Is it possible to create JPA (Hibernate) entities that will be work with database structure like this?

If you have a column or a set of columns in the table that makes a unique value, you can use this unique set of columns as your Id in JPA.

If your table has no unique columns at all, you can use all of the columns as the Id.

And if your table has some id but your entity doesn't, make it an Embeddable.

Answer 3

See the Java Persistence book: Identity and Sequencing

The relevant part for your question is the No Primary Key section:

Sometimes your object or table has no primary key. The best solution in this case is normally to add a generated id to the object and table. If you do not have this option, sometimes there is a column or set of columns in the table that make up a unique value. You can use this unique set of columns as your id in JPA. The JPA Id does not always have to match the database table primary key constraint, nor is a primary key or a unique constraint required.

If your table truly has no unique columns, then use all of the columns as the id. Typically when this occurs the data is read-only, so even if the table allows duplicate rows with the same values, the objects will be the same anyway, so it does not matter that JPA thinks they are the same object. The issue with allowing updates and deletes is that there is no way to uniquely identify the object's row, so all of the matching rows will be updated or deleted.

If your object does not have an id, but its table does, this is fine. Make the object an Embeddable object, embeddable objects do not have ids. You will need a Entity that contains this Embeddable to persist and query it.

Answer 4

I guess you can use @CollectionOfElements (for hibernate/jpa 1) / @ElementCollection (jpa 2) to map a collection of "entity properties" to a List in entity.
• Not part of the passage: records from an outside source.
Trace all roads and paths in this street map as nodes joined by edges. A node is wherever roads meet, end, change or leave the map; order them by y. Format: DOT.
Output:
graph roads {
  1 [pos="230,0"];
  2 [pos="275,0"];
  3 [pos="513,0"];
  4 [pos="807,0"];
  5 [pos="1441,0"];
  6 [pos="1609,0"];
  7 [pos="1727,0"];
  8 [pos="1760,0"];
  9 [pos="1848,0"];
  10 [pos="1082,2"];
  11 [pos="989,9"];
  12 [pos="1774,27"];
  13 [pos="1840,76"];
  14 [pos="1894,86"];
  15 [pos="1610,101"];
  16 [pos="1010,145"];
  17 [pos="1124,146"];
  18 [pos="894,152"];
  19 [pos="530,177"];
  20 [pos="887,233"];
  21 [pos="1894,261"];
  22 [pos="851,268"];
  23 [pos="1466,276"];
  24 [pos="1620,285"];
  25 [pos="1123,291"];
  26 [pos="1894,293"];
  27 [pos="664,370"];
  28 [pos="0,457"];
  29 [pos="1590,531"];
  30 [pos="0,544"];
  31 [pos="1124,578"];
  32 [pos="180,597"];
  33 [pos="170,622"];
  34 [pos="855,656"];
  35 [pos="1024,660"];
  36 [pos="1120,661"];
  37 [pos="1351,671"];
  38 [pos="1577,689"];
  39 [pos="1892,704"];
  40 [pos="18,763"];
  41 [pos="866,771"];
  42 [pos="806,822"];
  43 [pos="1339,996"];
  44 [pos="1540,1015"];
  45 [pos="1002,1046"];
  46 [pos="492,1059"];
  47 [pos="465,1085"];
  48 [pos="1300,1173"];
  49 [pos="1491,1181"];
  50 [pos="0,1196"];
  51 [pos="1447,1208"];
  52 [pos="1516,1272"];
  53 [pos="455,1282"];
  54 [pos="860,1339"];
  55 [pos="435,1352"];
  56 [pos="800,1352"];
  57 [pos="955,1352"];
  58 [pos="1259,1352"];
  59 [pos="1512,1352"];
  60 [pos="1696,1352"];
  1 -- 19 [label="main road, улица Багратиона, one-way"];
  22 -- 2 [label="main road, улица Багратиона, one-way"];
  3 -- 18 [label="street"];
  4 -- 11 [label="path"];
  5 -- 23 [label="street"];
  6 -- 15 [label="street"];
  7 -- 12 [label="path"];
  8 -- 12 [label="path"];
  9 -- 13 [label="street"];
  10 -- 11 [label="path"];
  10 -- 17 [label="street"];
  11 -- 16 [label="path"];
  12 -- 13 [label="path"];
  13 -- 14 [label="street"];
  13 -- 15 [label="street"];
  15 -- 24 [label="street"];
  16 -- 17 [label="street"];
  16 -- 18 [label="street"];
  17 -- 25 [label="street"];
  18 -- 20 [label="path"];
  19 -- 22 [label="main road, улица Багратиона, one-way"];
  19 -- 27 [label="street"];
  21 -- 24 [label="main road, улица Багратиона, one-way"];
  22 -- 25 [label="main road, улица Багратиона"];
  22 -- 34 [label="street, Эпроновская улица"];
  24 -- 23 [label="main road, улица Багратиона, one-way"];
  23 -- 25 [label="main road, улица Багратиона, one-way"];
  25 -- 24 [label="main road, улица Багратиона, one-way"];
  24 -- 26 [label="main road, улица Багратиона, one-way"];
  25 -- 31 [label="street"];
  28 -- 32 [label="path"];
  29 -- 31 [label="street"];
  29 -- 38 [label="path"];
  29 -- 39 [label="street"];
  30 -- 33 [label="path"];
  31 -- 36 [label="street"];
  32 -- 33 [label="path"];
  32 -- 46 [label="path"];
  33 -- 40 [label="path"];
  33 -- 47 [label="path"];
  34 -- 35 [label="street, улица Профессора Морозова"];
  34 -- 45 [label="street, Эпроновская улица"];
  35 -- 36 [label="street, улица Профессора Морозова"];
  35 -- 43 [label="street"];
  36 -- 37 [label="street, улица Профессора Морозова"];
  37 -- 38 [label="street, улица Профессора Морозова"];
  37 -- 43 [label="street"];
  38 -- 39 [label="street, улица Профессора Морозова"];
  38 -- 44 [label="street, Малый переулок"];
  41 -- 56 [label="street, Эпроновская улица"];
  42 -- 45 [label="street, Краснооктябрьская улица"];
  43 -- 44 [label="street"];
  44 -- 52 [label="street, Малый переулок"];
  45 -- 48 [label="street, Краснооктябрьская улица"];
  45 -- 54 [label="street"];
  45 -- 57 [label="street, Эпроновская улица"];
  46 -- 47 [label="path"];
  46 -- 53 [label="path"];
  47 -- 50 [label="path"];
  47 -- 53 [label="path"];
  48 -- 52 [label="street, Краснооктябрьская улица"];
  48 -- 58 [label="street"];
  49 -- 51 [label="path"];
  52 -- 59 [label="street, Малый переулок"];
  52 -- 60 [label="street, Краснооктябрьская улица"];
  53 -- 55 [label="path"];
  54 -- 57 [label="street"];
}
You can create the EntityProperty type and annotate it with @Embeddable

Answer 5

If there is a one to one mapping between entity and entity_property you can use entity_id as the identifier.

Answer 6

I do this.

Class Main

@Entity
@Table(name = "DOOR_HGF")
public class DOORSHGF implements Serializable {

@OneToMany(mappedBy = "hgfs", fetch = FetchType.LAZY)
private List<HGF> hgfs= new ArrayList<>();

private String Room;

//Rest Class

}

Child Class

@Entity
@Table(name="HGF")
Class HGF implements serializable {

@Id
@Column(name="ROWID")
private String id;

private String name;

@ManyToOne
@JoinColumn(name="ID_HGF_NK")
private DOORSHGF hgfs;

//Rest Class

}